## AIM OF THE TASK
Go through the listing below. Copy each line that has the string "bridge".
[EXERCISE INPUT]
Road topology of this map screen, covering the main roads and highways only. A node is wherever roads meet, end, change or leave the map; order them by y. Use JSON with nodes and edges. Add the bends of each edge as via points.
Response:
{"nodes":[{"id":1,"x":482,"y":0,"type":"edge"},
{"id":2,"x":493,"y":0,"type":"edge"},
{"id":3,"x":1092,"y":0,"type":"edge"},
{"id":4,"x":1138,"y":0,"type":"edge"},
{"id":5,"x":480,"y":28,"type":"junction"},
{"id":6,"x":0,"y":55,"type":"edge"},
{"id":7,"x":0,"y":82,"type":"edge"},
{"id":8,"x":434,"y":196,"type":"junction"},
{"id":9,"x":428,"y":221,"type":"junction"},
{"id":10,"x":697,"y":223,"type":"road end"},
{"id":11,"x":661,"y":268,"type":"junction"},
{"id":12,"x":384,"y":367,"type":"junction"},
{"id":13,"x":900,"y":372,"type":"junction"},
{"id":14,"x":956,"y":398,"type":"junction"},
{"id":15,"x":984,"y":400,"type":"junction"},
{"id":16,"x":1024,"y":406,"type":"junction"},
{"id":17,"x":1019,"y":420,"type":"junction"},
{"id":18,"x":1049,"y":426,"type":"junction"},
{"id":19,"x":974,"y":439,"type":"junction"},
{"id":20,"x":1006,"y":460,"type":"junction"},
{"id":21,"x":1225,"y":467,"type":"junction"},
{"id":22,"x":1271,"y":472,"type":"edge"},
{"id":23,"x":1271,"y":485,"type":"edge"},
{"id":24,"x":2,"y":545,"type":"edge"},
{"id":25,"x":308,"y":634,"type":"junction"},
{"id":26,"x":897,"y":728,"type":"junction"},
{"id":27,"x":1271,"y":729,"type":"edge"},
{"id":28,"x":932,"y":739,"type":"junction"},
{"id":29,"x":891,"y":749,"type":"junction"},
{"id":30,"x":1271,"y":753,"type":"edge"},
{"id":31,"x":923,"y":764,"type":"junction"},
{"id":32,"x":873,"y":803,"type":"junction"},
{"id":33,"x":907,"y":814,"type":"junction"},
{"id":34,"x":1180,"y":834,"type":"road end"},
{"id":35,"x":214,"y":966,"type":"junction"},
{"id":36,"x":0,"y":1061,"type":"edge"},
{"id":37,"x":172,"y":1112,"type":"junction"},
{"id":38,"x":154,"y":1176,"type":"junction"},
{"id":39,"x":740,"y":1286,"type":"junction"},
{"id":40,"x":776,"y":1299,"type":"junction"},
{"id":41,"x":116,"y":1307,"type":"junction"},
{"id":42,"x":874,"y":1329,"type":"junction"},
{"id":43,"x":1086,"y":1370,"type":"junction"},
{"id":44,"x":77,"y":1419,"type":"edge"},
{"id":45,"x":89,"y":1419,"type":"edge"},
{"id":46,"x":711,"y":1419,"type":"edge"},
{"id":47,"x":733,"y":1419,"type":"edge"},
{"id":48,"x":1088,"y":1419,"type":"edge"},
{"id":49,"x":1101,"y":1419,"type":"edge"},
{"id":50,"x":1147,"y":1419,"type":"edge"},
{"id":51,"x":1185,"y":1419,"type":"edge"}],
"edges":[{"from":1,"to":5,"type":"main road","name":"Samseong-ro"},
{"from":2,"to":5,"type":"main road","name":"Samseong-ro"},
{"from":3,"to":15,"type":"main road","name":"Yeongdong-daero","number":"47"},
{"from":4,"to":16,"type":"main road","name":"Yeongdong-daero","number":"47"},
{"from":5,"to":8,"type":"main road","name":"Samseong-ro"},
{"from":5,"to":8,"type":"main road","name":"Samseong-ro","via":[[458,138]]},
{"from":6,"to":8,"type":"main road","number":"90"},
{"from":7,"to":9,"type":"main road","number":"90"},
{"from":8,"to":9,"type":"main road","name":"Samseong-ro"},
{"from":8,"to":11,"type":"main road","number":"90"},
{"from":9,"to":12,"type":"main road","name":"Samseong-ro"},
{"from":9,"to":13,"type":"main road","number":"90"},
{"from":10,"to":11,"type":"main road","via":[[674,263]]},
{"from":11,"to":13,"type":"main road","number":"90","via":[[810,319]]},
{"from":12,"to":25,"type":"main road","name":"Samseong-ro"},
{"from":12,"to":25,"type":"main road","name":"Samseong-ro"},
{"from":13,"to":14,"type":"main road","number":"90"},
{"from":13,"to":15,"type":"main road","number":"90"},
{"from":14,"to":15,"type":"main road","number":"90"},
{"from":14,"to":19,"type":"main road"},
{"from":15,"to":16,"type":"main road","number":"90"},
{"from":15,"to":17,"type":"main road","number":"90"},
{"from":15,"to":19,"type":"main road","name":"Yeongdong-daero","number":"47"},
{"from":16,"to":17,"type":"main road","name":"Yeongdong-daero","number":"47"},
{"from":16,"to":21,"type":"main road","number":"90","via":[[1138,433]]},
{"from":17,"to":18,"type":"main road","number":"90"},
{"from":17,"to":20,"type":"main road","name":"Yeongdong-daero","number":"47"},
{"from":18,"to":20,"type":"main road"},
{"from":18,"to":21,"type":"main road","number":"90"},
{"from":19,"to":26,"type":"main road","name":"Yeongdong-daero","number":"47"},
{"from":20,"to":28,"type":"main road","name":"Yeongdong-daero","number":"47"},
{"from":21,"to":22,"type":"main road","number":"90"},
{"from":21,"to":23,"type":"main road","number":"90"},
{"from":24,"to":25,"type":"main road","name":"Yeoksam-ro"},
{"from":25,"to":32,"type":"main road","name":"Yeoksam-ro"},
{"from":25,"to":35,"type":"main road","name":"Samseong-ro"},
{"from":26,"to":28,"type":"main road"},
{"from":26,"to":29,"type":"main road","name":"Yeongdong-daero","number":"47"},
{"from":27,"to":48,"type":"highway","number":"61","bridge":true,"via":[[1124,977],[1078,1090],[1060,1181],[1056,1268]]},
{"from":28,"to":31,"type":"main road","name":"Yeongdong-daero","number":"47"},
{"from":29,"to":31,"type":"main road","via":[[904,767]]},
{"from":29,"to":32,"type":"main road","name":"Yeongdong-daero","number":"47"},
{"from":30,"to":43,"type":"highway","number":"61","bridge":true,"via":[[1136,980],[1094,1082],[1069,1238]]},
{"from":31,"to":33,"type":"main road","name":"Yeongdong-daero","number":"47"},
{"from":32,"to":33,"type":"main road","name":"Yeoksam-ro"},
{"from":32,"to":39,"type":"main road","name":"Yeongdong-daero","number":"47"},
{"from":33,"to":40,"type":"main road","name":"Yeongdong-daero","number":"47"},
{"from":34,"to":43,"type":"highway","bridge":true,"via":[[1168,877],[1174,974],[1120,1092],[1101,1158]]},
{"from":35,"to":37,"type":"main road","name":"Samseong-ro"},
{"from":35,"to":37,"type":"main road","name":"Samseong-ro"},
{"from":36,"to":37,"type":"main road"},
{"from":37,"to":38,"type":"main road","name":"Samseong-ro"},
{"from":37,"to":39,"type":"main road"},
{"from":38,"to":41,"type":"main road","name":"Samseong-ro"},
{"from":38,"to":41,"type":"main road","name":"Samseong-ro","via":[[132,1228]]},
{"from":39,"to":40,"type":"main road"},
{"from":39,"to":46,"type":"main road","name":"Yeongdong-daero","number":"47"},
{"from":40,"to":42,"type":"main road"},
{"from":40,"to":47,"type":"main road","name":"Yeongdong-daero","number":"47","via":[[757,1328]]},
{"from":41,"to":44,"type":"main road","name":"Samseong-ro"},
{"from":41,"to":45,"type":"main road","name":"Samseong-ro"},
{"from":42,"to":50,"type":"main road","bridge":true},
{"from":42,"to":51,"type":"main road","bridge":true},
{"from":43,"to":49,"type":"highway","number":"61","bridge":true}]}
[/EXERCISE INPUT]
## RESPONSE TO THE EXERCISE
{"from":27,"to":48,"type":"highway","number":"61","bridge":true,"via":[[1124,977],[1078,1090],[1060,1181],[1056,1268]]},
{"from":30,"to":43,"type":"highway","number":"61","bridge":true,"via":[[1136,980],[1094,1082],[1069,1238]]},
{"from":34,"to":43,"type":"highway","bridge":true,"via":[[1168,877],[1174,974],[1120,1092],[1101,1158]]},
{"from":42,"to":50,"type":"main road","bridge":true},
{"from":42,"to":51,"type":"main road","bridge":true},
{"from":43,"to":49,"type":"highway","number":"61","bridge":true}]}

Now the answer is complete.